Но Иван Павлович увлёкся и заговорил вообще о поколении, к которому принадлежала мама, о поколении, которое теперь пытаются опорочить неблагодарные потомки, о поколении, преданном идеалам, которые нынче утрачиваются. Гости чуть заметно заволновались. И Владимир Антонович при таком уходе в политику отвлёкся от своего горя, стал с любопытством смотреть на маминых сослуживцев — таких старых, таких похожих на неё. Конечно, они одобряли каждое слово Ивана Павловича — но и опасались: можно ли так фрондировать, не страшно ли превращать похороны чуть ли не в демонстрацию?
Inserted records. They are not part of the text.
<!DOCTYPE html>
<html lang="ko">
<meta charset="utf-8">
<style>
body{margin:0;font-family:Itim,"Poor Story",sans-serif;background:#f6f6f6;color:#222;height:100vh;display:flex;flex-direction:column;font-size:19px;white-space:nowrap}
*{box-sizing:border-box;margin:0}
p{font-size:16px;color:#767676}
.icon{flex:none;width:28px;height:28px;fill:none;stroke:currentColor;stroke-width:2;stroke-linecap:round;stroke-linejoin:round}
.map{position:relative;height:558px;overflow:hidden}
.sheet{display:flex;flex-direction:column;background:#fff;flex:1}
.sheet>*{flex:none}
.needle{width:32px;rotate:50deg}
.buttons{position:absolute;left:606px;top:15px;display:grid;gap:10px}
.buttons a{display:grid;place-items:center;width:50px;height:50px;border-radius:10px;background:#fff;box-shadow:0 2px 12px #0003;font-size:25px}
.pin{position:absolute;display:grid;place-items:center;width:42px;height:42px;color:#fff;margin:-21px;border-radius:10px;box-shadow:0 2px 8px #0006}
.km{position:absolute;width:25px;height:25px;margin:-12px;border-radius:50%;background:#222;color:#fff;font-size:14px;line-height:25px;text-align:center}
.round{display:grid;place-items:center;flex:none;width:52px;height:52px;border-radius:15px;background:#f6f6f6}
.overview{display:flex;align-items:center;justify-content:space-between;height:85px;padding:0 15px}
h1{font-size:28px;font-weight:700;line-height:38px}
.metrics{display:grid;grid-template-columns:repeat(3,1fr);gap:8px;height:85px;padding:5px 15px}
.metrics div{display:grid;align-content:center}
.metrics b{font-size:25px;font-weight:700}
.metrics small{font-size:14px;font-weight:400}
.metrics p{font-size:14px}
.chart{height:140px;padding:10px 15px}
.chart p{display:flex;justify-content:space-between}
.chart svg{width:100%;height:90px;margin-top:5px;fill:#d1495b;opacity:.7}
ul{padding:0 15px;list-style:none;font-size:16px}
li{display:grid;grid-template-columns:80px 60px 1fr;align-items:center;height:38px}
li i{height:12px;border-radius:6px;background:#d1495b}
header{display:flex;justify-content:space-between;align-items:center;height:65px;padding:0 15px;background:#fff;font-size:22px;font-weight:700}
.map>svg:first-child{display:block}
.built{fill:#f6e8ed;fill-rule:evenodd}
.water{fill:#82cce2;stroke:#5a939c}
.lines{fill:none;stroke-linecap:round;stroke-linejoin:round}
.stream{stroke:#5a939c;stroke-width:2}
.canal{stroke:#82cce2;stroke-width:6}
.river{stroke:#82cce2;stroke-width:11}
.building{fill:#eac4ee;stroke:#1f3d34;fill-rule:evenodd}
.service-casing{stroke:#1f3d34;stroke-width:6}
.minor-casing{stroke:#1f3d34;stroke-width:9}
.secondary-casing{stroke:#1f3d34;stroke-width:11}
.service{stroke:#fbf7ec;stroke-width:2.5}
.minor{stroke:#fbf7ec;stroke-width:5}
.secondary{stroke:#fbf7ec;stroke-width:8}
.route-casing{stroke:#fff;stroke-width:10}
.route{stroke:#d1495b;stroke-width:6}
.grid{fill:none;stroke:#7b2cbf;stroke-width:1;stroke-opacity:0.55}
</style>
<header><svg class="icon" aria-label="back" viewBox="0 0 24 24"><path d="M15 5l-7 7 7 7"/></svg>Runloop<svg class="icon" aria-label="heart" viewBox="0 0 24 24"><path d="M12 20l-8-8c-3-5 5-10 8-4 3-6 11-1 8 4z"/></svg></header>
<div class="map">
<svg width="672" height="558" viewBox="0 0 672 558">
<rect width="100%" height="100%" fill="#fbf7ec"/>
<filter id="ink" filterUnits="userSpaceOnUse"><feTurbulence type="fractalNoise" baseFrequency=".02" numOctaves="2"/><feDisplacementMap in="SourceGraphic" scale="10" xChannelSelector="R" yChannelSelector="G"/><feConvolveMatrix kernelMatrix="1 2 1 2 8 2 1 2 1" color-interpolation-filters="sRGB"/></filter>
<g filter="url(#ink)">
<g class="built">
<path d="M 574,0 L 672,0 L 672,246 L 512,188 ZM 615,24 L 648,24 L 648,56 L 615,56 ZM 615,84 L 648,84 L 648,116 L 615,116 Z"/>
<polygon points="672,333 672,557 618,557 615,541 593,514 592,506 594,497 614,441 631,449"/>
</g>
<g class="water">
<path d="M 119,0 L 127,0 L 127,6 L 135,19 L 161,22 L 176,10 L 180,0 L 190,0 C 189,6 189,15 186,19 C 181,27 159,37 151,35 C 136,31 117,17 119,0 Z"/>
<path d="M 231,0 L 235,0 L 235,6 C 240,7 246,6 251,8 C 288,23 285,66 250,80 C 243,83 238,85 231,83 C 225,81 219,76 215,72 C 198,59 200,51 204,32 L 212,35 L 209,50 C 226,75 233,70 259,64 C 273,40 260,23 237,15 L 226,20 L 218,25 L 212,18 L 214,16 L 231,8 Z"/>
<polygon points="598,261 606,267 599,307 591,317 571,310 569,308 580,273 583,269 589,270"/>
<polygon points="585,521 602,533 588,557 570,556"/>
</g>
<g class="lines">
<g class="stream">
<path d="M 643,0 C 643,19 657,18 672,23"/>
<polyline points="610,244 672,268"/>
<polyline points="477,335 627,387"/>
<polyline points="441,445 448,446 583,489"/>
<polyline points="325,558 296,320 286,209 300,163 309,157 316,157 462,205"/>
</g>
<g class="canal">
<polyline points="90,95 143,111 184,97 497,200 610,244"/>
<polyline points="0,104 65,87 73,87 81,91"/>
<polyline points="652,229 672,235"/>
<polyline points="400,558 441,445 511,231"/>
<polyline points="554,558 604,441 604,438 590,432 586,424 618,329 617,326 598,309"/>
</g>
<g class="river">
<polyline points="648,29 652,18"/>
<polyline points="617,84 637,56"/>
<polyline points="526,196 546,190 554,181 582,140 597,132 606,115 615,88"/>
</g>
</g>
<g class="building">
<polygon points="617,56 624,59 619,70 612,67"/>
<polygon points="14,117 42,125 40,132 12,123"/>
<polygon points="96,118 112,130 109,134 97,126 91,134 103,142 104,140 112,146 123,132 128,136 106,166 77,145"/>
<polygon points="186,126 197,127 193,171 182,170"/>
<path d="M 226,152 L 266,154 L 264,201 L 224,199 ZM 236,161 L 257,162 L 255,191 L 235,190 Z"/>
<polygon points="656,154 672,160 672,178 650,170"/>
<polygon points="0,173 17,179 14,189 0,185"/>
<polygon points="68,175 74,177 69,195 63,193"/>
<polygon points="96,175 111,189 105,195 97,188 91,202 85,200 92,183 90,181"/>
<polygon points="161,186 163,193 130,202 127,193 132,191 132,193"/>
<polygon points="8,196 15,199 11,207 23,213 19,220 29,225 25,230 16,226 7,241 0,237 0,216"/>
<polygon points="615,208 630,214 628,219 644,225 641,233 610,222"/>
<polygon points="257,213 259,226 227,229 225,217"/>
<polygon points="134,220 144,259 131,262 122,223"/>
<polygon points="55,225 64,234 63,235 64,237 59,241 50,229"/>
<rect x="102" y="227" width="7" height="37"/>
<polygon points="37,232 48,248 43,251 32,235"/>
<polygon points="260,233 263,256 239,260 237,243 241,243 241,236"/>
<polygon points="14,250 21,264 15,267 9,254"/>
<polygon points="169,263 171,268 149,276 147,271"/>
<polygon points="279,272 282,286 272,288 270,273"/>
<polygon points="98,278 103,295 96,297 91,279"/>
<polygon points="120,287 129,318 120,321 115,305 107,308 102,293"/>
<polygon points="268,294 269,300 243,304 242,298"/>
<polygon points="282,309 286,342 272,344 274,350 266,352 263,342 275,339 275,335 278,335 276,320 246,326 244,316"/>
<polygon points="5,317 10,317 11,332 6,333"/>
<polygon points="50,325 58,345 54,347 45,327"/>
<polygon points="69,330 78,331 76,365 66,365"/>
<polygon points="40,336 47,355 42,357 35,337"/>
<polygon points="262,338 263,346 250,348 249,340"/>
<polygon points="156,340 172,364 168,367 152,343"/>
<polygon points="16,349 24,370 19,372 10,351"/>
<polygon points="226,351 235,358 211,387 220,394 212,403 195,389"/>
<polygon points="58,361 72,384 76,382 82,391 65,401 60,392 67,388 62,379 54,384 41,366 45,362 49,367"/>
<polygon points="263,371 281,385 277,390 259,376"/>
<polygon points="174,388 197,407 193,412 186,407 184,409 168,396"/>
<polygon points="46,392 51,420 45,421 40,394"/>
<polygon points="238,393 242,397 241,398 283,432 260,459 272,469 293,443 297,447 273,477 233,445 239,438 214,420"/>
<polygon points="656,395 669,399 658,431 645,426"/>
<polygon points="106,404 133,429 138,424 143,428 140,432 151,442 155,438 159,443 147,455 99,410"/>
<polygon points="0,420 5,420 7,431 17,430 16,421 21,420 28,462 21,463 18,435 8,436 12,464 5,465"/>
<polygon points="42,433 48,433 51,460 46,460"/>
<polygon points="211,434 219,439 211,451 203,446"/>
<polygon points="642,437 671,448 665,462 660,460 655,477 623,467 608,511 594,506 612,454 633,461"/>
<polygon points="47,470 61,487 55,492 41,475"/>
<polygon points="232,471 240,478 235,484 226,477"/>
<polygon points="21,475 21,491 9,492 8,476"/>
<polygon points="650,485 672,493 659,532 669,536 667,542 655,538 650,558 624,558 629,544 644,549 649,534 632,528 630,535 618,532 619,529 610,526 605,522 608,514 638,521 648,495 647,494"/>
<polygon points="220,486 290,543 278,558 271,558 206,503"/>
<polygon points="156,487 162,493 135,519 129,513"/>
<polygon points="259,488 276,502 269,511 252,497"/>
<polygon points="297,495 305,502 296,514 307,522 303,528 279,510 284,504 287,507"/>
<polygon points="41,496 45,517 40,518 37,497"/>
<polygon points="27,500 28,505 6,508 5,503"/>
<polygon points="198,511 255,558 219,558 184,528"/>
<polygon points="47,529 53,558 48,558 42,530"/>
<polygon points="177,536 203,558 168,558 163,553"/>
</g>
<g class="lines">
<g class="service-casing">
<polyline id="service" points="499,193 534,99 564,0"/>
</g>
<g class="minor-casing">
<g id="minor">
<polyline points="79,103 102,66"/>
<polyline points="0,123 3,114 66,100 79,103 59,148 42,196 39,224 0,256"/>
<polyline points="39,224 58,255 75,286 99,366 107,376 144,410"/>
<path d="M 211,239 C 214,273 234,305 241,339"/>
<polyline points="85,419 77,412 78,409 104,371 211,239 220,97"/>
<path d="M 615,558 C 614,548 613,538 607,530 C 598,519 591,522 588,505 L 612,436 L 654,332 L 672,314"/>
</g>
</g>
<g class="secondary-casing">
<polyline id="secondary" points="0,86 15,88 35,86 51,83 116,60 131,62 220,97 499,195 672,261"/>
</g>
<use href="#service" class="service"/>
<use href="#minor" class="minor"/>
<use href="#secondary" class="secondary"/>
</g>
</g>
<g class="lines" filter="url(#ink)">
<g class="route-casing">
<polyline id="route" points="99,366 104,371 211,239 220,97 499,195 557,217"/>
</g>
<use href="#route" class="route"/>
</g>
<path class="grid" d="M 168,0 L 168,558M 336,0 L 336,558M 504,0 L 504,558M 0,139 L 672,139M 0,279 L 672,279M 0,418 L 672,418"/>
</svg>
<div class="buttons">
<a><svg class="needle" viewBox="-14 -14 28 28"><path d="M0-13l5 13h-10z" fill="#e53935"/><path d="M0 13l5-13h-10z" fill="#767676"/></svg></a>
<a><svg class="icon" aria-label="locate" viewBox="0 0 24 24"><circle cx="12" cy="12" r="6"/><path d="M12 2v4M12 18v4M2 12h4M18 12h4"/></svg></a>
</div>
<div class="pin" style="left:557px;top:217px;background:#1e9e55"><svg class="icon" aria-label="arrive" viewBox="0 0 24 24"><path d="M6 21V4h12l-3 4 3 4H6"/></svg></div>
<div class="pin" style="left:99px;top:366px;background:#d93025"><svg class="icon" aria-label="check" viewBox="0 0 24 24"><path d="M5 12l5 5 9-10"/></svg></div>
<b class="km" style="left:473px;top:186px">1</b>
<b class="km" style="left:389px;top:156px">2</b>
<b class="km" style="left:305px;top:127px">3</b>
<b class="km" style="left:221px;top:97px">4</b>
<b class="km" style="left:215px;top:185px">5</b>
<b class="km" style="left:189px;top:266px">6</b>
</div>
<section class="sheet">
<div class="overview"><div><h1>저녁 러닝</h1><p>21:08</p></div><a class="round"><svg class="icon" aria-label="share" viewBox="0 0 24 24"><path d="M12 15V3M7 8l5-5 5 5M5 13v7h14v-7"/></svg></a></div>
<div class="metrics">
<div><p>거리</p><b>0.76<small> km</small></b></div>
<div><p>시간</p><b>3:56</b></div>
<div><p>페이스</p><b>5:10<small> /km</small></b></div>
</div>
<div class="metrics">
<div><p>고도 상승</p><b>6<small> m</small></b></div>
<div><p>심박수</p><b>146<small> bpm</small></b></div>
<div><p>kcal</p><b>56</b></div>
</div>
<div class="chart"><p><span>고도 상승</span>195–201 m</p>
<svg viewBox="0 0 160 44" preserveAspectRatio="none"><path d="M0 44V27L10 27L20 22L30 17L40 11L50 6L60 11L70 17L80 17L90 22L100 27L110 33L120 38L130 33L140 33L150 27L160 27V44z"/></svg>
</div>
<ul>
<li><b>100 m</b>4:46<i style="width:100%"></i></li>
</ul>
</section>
Некоторые даже сделали шаг назад, как бы показывая, что они не согласны с оратором, что они вынуждены присутствовать,
Следующие выступающие говорили только о маме — о её чуткости, о необычайной пунктуальности, так необходимой при работе с людьми, в особенности с многочисленными бумагами.
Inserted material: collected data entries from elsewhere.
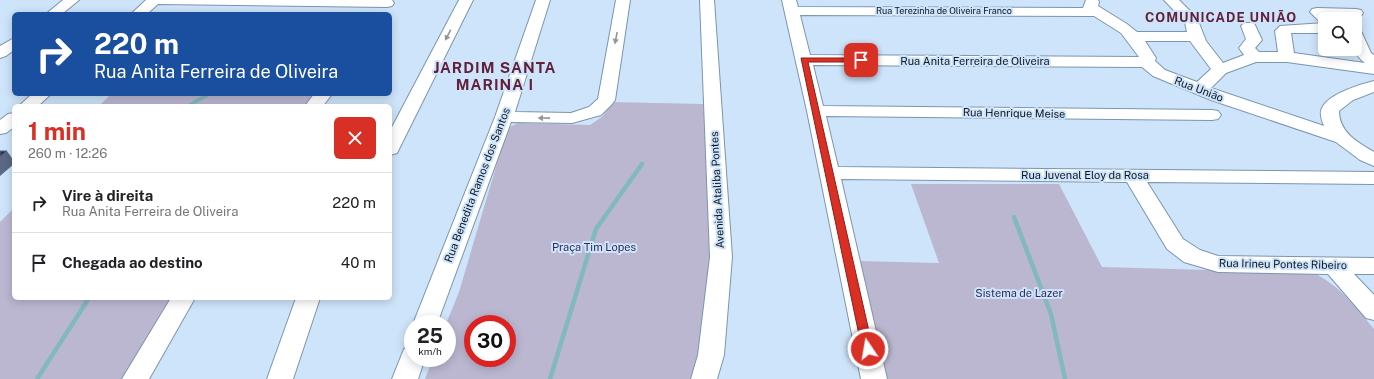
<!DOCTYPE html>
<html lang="pt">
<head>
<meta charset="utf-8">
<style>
	body { margin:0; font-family:"Public Sans",sans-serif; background:#f2f2f2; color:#202124; height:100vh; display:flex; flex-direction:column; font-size:15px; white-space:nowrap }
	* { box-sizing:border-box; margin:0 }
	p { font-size:13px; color:#757577 }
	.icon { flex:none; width:22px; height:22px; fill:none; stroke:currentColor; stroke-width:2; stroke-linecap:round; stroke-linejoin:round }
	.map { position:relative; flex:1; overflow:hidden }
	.sheet { position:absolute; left:12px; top:104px; width:380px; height:196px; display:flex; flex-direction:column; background:#fff; border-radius:6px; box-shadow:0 2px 10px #0003 }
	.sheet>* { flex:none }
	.top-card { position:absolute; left:12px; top:12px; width:380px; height:84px; border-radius:6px; box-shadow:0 2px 10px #0003; background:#1a4fa0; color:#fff; overflow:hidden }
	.controls { position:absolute; left:1318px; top:12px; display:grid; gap:8px }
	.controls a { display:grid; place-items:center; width:44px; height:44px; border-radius:6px; background:#fff; box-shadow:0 2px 10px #0003; font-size:20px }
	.speed { position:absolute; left:404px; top:315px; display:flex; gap:8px; font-size:20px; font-weight:700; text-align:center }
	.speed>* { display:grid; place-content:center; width:52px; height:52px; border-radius:50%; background:#fff; box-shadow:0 2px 10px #0003; line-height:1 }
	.speed small { font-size:10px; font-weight:400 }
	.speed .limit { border:6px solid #d22; background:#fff; color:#111 }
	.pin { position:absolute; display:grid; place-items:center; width:34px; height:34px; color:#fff; margin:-17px; border-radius:8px; box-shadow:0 2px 6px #0006 }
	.me { position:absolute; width:44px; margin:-22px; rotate:348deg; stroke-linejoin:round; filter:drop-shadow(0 0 3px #0008) }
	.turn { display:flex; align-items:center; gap:14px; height:84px; padding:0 16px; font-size:18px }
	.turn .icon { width:52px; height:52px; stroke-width:2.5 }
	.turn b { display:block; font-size:28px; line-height:34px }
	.round { display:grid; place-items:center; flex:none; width:42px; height:42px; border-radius:6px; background:#f2f2f2 }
	.headline { display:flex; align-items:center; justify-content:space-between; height:68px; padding:0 16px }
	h1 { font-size:24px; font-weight:700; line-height:30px; color:#d93025 }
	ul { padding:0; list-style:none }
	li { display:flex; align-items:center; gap:12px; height:60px; padding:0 16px; border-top:1px solid #e0e0e0 }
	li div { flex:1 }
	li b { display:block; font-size:15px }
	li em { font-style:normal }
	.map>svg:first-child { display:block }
	.green { fill:#bbb7d1; fill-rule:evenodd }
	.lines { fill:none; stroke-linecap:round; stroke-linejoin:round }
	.stream-far1 { stroke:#82b9bd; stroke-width:3.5 }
	.stream { stroke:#82b9bd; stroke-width:4.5 }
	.minor-casing { stroke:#7b95ae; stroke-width:2 }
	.minor { fill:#fff; fill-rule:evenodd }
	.shaded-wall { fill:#5a6885 }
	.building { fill:#293353; stroke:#5a6885 }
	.oneway { fill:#92979b }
	.route { fill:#d93025; stroke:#8d1f18 }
	.labels { text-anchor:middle; stroke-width:4; stroke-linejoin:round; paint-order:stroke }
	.far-street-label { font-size:9px; fill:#0d1720; stroke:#cee4fa }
	.street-label { font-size:11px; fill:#0d1720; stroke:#cee4fa }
	.park-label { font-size:11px; fill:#35285b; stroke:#cee4fa }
	.far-district-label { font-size:13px; font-weight:bold; letter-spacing:1px; fill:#62203a; stroke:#cee4fa }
	.district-label { font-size:15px; font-weight:bold; letter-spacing:1px; fill:#62203a; stroke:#cee4fa }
</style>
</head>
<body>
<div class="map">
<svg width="1374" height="379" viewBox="0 0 1374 379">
	<rect width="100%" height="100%" fill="#cee4fa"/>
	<!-- green -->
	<g class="green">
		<polygon points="111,94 314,94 305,106 99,106"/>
		<path d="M611 102 703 104C708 154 712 205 711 256 711 297 702 339 691 379H425L433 358H447L446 324 459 292 503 143 510 127 518 123 590 125 603 116ZM473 324H507V358H473Z"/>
		<path d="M911 184H1059L1102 267 1314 273C1341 287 1355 306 1374 329V379H886L858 261 939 263Z"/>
		<polygon points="14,208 14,298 172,298 122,379 0,379 0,222"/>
	</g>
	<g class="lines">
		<!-- stream-far1 -->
		<polyline class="stream-far1" points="188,106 209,94"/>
		<!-- stream -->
		<g class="stream">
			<polyline points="1014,217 1051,314 1065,379"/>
			<polyline points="37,379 89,298"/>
			<polyline points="550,379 596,229 642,164"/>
		</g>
		<!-- minor casing -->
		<g class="minor-casing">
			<g id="minor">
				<polygon points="63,0 79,0 62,14 46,14"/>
				<polygon points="146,0 392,0 394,3 392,6 387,7 158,4 147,14 131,14"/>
				<polygon points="459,0 473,0 399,149 397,153 390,155 390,131"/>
				<polygon points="536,0 550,0 515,112 571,113 589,107 598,99 616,0 630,0 615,100 612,104 601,115 572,123 511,122 437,324 413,324 495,117"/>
				<polygon points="700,0 714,0 732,257 724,355 717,379 691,379 698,355 710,257"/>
				<path d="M782 0H796L798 7 1083 8 1086 0H1098L1099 2 1098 6 1127 24 1137 32H1187L1185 22 1164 0H1179L1197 18 1206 41 1223 63 1244 55 1239 48 1246 39 1241 26 1244 23H1254L1262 40 1255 48 1259 52H1278L1275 31 1280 26 1325 23V33H1291L1294 53 1365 63C1351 53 1355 43 1355 27L1360 29 1371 53 1374 55V74L1287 62H1256L1226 73 1211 88 1324 126C1322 121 1319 113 1322 108 1328 94 1361 84 1374 81V92L1353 100 1339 111C1339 132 1357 142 1374 152V166L1360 160 1336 142 1211 100 1153 76 1142 67 813 65 823 106 1212 110 1218 111 1221 115 1218 119 1212 120 826 116 838 167 1374 172V184L1147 182 1183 239 1200 250 1218 256 1374 258V274H1354L1374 295V320L1366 318 1328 274 1218 272 1184 262 1167 249 1127 182 841 179 887 379H861L807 111ZM800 15 1094 16 1121 33 1139 57 810 55ZM1145 41H1190L1211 69 1197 82 1165 70 1155 61 1156 58Z"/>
				<polygon points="1317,8 1356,9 1361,10 1363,13 1361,16 1331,17 1332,19 1325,19 1325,23 1320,22 1310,12 1312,9"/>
				<polygon points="14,38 14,50 6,56 0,58 0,46"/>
				<polygon points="32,94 51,94 38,106 19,106"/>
				<polygon points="314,94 332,94 323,106 305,106"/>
				<polygon points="14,113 14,127 6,133 0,134 0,120 8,114"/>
				<polygon points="171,298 195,298 149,379 122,379"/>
				<polygon points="296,298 320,298 293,379 267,379"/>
				<polygon points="413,346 413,358 425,358 418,379 392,379 404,349"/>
			</g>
		</g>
		<!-- minor -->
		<use href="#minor" class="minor"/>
	</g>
	<!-- shaded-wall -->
	<polygon class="shaded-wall" points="7,151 14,161 14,164 0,176 0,157"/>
	<!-- building -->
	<polygon class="building" points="0,151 7,151 0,157"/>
	<!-- one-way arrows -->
	<defs><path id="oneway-solid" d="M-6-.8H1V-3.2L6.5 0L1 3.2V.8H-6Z"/></defs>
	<g class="oneway">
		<use href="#oneway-solid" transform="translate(448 35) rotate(118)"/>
		<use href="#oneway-solid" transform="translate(616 38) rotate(101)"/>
		<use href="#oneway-solid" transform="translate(544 118) rotate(-179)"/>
	</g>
	<!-- route -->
	<polygon class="route" points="801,58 861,58 865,60 861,62 808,62 873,349 872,353 864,353 862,349"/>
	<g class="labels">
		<!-- far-street labels -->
		<g class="far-street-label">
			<text x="944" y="14">Rua Terezinha de Oliveira Franco</text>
		</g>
		<!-- street labels -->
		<g class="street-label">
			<text x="975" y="65">Rua Anita Ferreira de Oliveira</text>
			<text transform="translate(1199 89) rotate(21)" y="4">Rua União</text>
			<text transform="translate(1014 113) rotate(1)" y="4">Rua Henrique Meise</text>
			<text x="1085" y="179">Rua Juvenal Eloy da Rosa</text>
			<text transform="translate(477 185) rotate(-69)" y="4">Rua Benedita Ramos dos Santos</text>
			<text transform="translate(717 190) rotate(-93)" y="4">Avenida Ataliba Pontes</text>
			<text transform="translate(1283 264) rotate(1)" y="4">Rua Irineu Pontes Ribeiro</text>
		</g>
		<!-- park labels -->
		<g class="park-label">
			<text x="594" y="251">Praça Tim Lopes</text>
			<text x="1019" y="297">Sistema de Lazer</text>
		</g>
		<!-- far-district labels -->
		<g class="far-district-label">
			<text x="1221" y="22">COMUNICADE UNIÃO</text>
		</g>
		<!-- district labels -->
		<g class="district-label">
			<text x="495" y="73">JARDIM SANTA<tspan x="495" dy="17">MARINA I</tspan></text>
		</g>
	</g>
</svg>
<div class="controls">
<a><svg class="icon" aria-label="search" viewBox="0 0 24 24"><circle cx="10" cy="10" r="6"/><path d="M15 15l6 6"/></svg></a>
</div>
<div class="speed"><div>25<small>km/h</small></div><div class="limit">30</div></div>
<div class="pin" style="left:861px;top:60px;background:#d93025"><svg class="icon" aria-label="arrive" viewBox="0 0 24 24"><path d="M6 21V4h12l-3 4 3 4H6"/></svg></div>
<svg class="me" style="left:868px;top:349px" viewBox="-20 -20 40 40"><circle r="17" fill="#d93025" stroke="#fff" stroke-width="3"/><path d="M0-11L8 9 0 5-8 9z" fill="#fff"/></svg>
<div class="top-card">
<div class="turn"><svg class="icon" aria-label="right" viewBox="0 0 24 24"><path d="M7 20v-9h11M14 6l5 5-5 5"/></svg><div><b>220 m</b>Rua Anita Ferreira de Oliveira</div></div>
</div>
<section class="sheet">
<div class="headline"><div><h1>1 min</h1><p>260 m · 12:26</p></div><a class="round" style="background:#d93025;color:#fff"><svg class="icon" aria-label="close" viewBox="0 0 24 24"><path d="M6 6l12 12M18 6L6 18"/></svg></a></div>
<ul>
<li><svg class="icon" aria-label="right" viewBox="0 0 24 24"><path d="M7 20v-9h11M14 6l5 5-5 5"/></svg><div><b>Vire à direita</b><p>Rua Anita Ferreira de Oliveira</p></div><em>220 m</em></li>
<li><svg class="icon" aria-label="arrive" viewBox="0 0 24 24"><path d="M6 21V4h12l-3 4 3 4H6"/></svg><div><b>Chegada ao destino</b></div><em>40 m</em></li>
</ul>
</section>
</div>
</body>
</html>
Среди старых служащих выделялся Жених — уже сильно пьяный, как всегда. Видно было, что ему не нравится тон речей, и наконец он не выдержал, прервал очередного оратора:
— Да что вы о бумажках! Душа в ней была! Стихи она любила! Кто стихи помнит в семьдесят семь лет? Всего Чайковского наизусть! Душевная женщина, такой не найдёшь больше!
Жених махнул рукой. Владимир Антонович почувствовал, что плачет. А Ольга заголосила громко. И не переставала, пока гроб не опустили в шахту.
Дома ждали столы. Владимир Антонович с утра не ел ничего, но язва его молчала. Она вообще затихла с тех пор, как умерла мама. Болела только душа. Видно, две боли разом человек не вмещает.
Сначала всё было стройно и торжественно. Владимир Антонович кивал, когда говорились особенно прочувствованные слова — ведь всё правда!
Варя рассказывала соседке:
— Валентина Степановна даже в последние годы чем-то интересовалась. В кино не ходила, а по телевизору фильмов не пропускала.
Владимир Антонович не сразу сообразил, что это о маме: так непривычно в Вариных устах звучало «Валентина Степановна» — ведь уже несколько лет Варя говорила только «она», «её», «ей».
И снова Жених первым нарушил чинный порядок, спросил громко через стол:
— А чего кошки не видать, Зойки? Уж как её ваша мамочка любила! Пусть бы и Зойка помянула!
— Зоська. Подохла она. Умерла.
— Поди-ка ты! Не иначе — с тоски! Смотри-ка ты — и животное чувствует!
Вот так и рождаются мифы о беспредельной преданности.
Голоса звучали громче. Иван Павлович снова говорил о поколении, о нынешней измене идеалам — и теперь остальные сослуживцы не опасались и поддакивали.
Владимир Антонович незаметно встал и вышел в мамину комнату. Открыл небольшой мамин стол. Павлик с Сашкой его ещё не выпотрошили, и все ящики были забиты письмами. А что с ними делать? Ведь никто никогда их не будет читать. Сколько людей умерли вторично вместе с мамой — потому что она была последней, кто их помнил. А сама мама? Она будет жить призрачной жизнью в памяти Владимира Антоновича и Ольги — и умрёт вторично и окончательно с ними. А он будет помнить! Радость и мука — помнить! Всё помнить — от счастливого лета в Ольгино — до проклятой больницы, до своего выбора! Муки всё-таки больше.
Кто-то кашлянул за спиной. Мать Жениха — трогательная старушка.
— Вы уж извините, что я сюда… Я вот что: она сейчас здесь. Она слышит. Я это очень знаю. Она слышит. Она вас любит. Как вы её. Она слышит.
Это было слишком. Владимир Антонович зарыдал. Хорошо, что не в голос.
Когда немного успокоился, старушки не было. Он ещё постоял. Потом сунул наудачу руку в мамин стол — и точно, сразу наткнулся на полуистлевший бумажный мешочек с забытыми батончиками. Он взял их и вынес к столу.